*** DATA FOR ANALYSIS ***
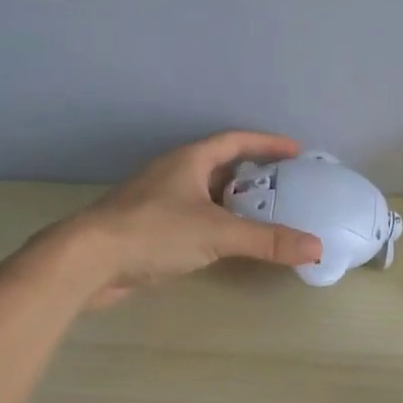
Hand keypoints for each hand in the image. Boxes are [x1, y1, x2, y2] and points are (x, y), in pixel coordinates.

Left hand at [52, 132, 322, 307]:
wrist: (86, 261)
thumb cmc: (153, 232)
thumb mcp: (217, 233)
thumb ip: (267, 240)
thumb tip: (316, 248)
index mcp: (190, 160)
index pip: (235, 141)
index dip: (267, 143)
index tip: (296, 152)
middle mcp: (174, 174)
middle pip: (222, 165)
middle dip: (254, 174)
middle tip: (286, 186)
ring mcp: (158, 200)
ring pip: (206, 193)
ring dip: (235, 201)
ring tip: (265, 215)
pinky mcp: (149, 227)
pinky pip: (194, 217)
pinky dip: (216, 223)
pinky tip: (228, 242)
*** End of DATA FOR ANALYSIS ***
- **ACTION ITEM**
At the line with "middle mcp: (174, 174)", start returning lines exactly, and stop after the final line of the listing.

- **EXERCISE ANSWER**
middle mcp: (174, 174)
middle pip: (222, 165)
middle dip: (254, 174)
middle tip: (286, 186)
ring mcp: (158, 200)
ring pip: (206, 193)
ring dip: (235, 201)
ring tip: (265, 215)
pinky mcp: (149, 227)
pinky pip: (194, 217)
pinky dip: (216, 223)
pinky tip: (228, 242)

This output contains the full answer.